Auditory illusions are false perceptions of a real sound or outside stimulus. These false perceptions are the equivalent of an optical illusion: the listener hears either sounds which are not present in the stimulus, or sounds that should not be possible given the circumstance on how they were created.

Humans are fairly susceptible to illusions, despite an innate ability to process complex stimuli. Confirmation bias is believed to be largely responsible for the inaccurate judgments that people make when evaluating information, given that humans typically interpret and recall information that appeals to their own biases. Amongst these misinterpretations, known as illusions, falls the category of auditory illusions.
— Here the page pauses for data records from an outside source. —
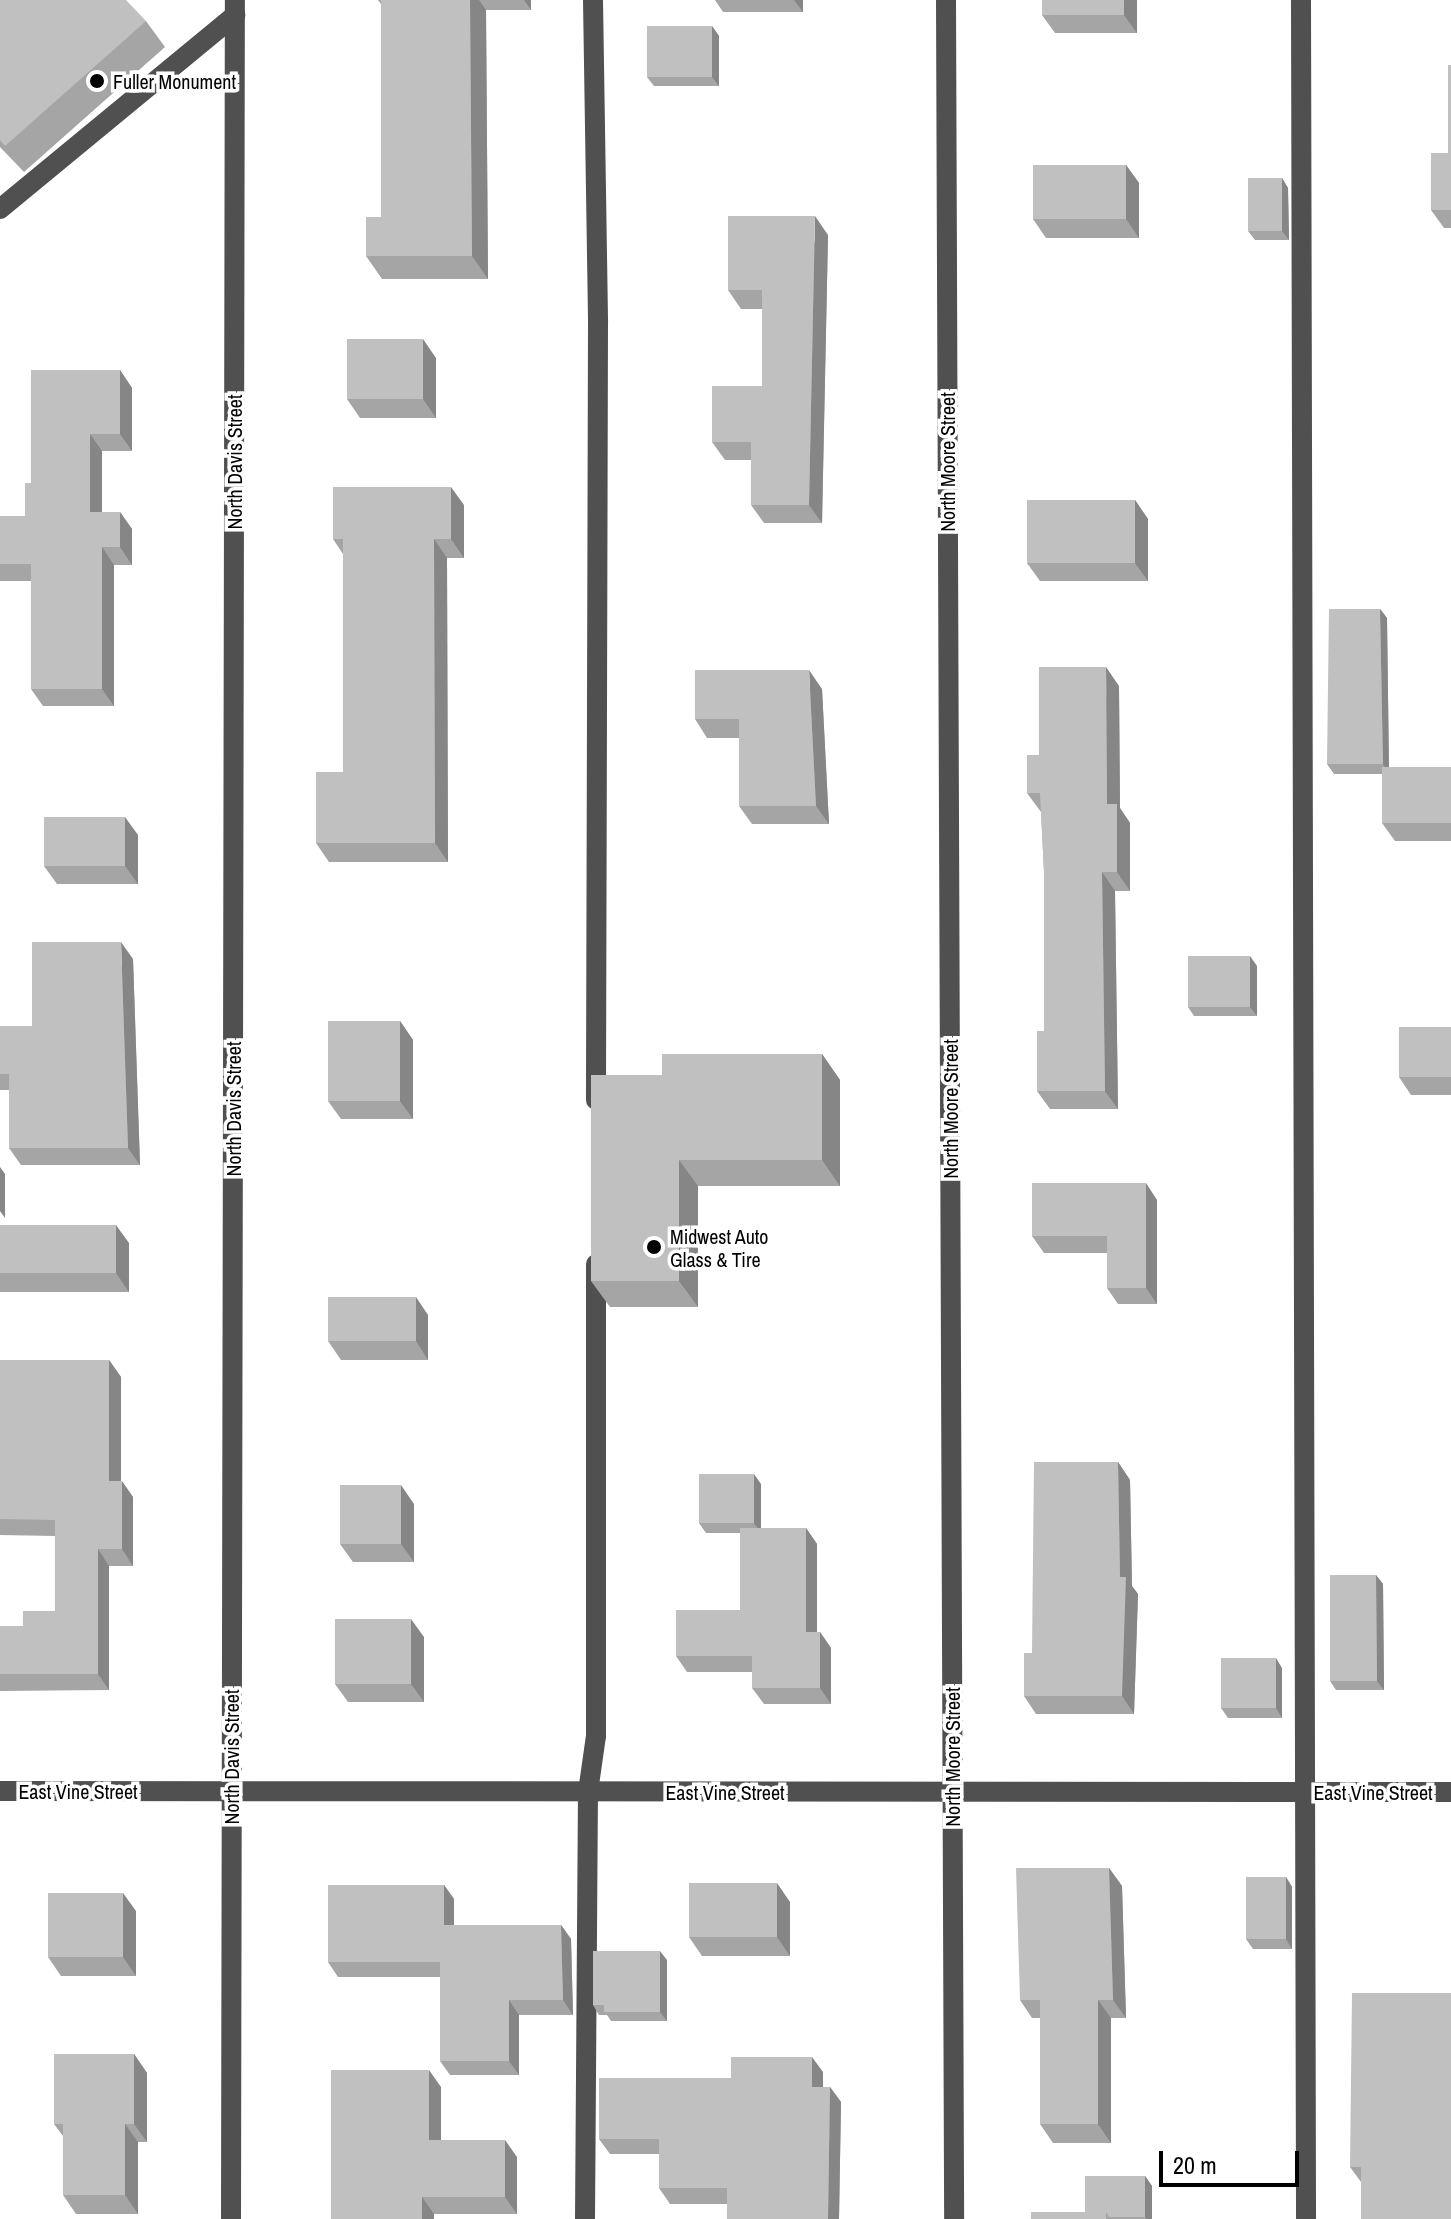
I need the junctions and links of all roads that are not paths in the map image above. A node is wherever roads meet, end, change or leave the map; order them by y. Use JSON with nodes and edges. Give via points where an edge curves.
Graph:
{"nodes":[{"id":1,"x":593,"y":0,"type":"edge"},
{"id":2,"x":946,"y":0,"type":"edge"},
{"id":3,"x":1301,"y":0,"type":"edge"},
{"id":4,"x":235,"y":8,"type":"edge"},
{"id":5,"x":0,"y":209,"type":"edge"},
{"id":6,"x":596,"y":1127,"type":"edge"},
{"id":7,"x":596,"y":1236,"type":"edge"},
{"id":8,"x":0,"y":1791,"type":"edge"},
{"id":9,"x":231,"y":1791,"type":"junction"},
{"id":10,"x":588,"y":1792,"type":"junction"},
{"id":11,"x":952,"y":1792,"type":"junction"},
{"id":12,"x":1305,"y":1792,"type":"junction"},
{"id":13,"x":1451,"y":1792,"type":"edge"},
{"id":14,"x":231,"y":2219,"type":"edge"},
{"id":15,"x":585,"y":2219,"type":"edge"},
{"id":16,"x":954,"y":2219,"type":"edge"},
{"id":17,"x":1306,"y":2219,"type":"edge"}],
"edges":[{"from":1,"to":6,"type":"street","via":[[598,324]]},
{"from":2,"to":11,"type":"street","name":"North Moore Street"},
{"from":3,"to":12,"type":"street"},
{"from":4,"to":5,"type":"street"},
{"from":4,"to":9,"type":"street","name":"North Davis Street"},
{"from":7,"to":10,"type":"street","via":[[596,1736]]},
{"from":8,"to":9,"type":"street","name":"East Vine Street"},
{"from":9,"to":10,"type":"street","name":"East Vine Street"},
{"from":9,"to":14,"type":"street","name":"North Davis Street"},
{"from":10,"to":11,"type":"street","name":"East Vine Street"},
{"from":10,"to":15,"type":"street"},
{"from":11,"to":12,"type":"street","name":"East Vine Street"},
{"from":11,"to":16,"type":"street","name":"North Moore Street"},
{"from":12,"to":13,"type":"street","name":"East Vine Street"},
{"from":12,"to":17,"type":"street"}]}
The brain uses multiple senses simultaneously to process information, 
spatial information is processed with greater detail and accuracy in vision than in hearing.  Auditory illusions highlight areas where the human ear and brain, as organic survival tools, differentiate from perfect audio receptors; this shows that it is possible for a human being to hear something that is not there and be able to react to the sound they supposedly heard. When someone is experiencing an auditory illusion, their brain is falsely interpreting its surroundings and distorting their perception of the world around them.

Causes 
Many auditory illusions, particularly of music and of speech, result from hearing sound patterns that are highly probable, even though they are heard incorrectly. This is due to the influence of our knowledge and experience of many sounds we have heard. In order to prevent hearing echo created by perceiving multiple sounds coming from different spaces, the human auditory system relates the sounds as being from one source. However, that does not prevent people from being fooled by auditory illusions. Sounds that are found in words are called embedded sounds, and these sounds are the cause of some auditory illusions. A person's perception of a word can be influenced by the way they see the speaker's mouth move, even if the sound they hear is unchanged. For example, if someone is looking at two people saying "far" and "bar", the word they will hear will be determined by who they look at. If these sounds are played in a loop, the listener will be able to hear different words inside the same sound. People with brain damage can be more susceptible to auditory illusions and they can become more common for that person.

In music 
Composers have long been using the spatial components of music to alter the overall sound experienced by the listener. One of the more common methods of sound synthesis is the use of combination tones. Combination tones are illusions that are not physically present as sound waves, but rather, they are created by one's own neuromechanics. According to Purwins, auditory illusions have been used effectively by the following: Beethoven (Leonore Overture), Berg (Wozzeck), Krenek (Spiritus Intelligentiae, Sanctus), Ligeti (Études), Violin Concerto, Double Concerto, for flute, oboe and orchestra), Honegger (Pacific 231), and Stahnke (Partota 12).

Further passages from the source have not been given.